In The Years I Unlearned You
I learned to live deeply within myself
It’s sometimes a wonder other people see me here at all
I even surprise myself when I speak
as if the entire universe looking back at me is enough to make me realize
I am here
Though I cannot always feel it
Though I cannot always feel my feet
those which do not hit the ground
Though I cannot always feel my lungs
those which do not gasp for air
Though there are times where all that I can see is dark
It’s sometimes a wonder bees like to linger around my dead corpse-
There is nothing sweet about the body of a girl who spends months
crawling back into herself after she spent months teaching
herself how to crawl out
I learned a lot about other people by staying quiet
by being part-time human, part-time ghost
by assuming my position as obedient dog
come here, sit, let me carve you open until everything inside of you
spills out unto my floor
and then let me punish you for it
I learned a lot about what it means to be silenced
but even the earth shakes itself when nobody is listening to it
and they say that storms happen due to instability in the air
but it was yours that had caused mine
Did you think I would stay here?
In this house
with no doors?
Did you think I would be your prisoner forever?
I Promised You A Poem
There is nothing graceful about the way I grieve or write things.

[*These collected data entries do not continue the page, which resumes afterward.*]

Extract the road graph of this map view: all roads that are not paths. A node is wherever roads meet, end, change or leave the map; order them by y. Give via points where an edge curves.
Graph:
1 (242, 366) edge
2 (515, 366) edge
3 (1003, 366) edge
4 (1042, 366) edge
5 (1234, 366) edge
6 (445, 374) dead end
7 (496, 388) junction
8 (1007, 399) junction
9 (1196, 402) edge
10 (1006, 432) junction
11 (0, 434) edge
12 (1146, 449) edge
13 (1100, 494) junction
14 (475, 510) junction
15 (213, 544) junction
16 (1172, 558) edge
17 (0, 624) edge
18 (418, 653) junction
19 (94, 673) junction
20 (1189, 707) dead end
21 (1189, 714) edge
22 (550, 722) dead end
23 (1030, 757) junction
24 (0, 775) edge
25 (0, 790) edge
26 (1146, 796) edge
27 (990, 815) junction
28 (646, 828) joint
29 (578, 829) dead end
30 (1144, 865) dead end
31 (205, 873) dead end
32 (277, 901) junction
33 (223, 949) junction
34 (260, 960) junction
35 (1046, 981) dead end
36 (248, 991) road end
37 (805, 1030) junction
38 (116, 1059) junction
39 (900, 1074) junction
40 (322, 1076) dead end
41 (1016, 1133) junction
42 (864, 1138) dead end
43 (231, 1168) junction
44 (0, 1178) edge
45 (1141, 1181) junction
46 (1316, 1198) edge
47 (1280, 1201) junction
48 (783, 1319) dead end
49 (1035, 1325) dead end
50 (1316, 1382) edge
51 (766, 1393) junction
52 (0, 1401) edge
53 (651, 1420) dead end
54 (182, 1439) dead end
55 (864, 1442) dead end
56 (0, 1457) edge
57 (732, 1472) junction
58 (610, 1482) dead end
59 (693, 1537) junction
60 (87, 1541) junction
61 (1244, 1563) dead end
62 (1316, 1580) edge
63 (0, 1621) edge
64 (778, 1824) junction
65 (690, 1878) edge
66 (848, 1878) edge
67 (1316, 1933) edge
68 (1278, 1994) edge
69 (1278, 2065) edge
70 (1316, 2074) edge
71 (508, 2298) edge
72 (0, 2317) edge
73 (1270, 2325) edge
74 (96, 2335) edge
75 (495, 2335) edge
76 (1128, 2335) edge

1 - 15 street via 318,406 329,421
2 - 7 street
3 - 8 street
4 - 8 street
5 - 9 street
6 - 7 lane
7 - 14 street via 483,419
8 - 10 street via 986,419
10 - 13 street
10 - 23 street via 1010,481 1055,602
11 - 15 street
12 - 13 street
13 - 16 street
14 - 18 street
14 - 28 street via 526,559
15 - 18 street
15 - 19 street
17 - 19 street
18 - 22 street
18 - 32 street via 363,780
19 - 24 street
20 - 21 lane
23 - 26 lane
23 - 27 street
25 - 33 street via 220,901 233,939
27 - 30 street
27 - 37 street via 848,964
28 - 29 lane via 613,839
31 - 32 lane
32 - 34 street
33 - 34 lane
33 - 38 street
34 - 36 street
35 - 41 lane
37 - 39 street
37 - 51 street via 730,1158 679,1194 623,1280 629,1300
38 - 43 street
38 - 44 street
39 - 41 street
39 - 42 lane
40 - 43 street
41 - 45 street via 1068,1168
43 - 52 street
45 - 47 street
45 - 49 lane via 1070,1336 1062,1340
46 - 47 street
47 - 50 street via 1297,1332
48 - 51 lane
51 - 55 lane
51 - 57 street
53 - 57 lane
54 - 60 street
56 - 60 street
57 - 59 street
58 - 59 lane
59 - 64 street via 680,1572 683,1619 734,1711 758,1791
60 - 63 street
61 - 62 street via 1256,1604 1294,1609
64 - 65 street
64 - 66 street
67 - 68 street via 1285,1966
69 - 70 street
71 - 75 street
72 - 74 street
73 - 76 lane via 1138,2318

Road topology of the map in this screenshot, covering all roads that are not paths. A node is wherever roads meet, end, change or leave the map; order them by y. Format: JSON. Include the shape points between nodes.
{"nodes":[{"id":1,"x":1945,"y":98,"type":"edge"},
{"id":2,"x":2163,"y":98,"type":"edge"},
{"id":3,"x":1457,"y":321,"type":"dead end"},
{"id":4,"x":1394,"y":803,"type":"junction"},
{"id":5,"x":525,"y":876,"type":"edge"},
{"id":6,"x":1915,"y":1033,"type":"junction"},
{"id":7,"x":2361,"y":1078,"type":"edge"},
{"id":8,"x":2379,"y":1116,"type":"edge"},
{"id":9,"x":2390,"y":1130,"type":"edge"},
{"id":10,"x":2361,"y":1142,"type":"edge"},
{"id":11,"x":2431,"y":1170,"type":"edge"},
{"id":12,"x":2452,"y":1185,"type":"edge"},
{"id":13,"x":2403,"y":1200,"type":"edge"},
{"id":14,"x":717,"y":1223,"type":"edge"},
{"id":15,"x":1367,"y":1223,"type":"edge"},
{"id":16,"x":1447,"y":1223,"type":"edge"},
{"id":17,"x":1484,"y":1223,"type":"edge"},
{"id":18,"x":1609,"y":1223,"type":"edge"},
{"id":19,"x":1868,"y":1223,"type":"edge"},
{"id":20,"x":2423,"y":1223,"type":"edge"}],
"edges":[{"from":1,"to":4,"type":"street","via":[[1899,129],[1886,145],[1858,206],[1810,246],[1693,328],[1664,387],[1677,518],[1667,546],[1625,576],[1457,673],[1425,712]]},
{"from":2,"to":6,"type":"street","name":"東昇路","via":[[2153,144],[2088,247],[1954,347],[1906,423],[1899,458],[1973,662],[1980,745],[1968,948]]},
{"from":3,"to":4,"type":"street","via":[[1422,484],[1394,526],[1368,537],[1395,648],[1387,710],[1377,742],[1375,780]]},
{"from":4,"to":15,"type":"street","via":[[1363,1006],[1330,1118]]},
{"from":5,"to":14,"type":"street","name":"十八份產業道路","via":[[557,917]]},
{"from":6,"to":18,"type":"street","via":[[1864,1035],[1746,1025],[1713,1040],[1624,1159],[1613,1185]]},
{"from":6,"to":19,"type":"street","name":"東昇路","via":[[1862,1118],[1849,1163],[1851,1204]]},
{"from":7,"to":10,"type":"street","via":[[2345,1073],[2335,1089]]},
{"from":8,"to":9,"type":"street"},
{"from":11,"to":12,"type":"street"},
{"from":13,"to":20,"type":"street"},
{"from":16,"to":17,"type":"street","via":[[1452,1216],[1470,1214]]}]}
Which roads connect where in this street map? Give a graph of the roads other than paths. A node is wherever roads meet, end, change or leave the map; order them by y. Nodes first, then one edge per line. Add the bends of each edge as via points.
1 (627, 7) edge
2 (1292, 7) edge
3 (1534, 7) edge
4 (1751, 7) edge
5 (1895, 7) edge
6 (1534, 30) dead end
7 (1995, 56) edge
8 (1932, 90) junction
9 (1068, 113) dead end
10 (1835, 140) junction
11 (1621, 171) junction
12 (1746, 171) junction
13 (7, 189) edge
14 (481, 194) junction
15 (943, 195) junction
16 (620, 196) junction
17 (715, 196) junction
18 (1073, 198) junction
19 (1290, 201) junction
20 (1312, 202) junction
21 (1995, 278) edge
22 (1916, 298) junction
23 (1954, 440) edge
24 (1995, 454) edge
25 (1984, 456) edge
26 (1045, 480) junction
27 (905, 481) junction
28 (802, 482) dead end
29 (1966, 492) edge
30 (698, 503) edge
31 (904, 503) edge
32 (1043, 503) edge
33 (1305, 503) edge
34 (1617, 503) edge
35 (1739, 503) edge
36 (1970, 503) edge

In fact, I counted six empty beer bottles on my night stand this morning
and woke up as a train track, and I haven’t figured out how to turn
that into poetry.
But you wanted to make damn sure you’d be remembered,
You wanted the words
the spilled blood
mess on the bathroom floor
bones in a graveyard
all to mourn the death of you.
But you see,
my body is not an old tomb
I do not need to hold onto your ashes just because you touched me
I have learned how to shed my skin so that your fingerprints
do not transform into scars.
And you forgot this part
And you thought of me as only darkness
And you thought of me as only air and water
And you thought of me as only an ocean of sad
And you thought it would be easy
so you turned your hands into razor blades
and held me by my limbs at night
pretending you could save me
by cutting me open.
I told you I would write you something
Here it is.
Is This Vague Enough?
My writing is too
raw, he said, too honest.
It is true that I must
for everything that I lack to say
when I am around you;
a falling blade
that lands upright
and never cuts.
This is me
hoping it will land
on your doorstep.
This is me
hoping it will serve
as a metaphor
for all the things
I never said.
This is me
“I hope you know
how close I came to
but I survived.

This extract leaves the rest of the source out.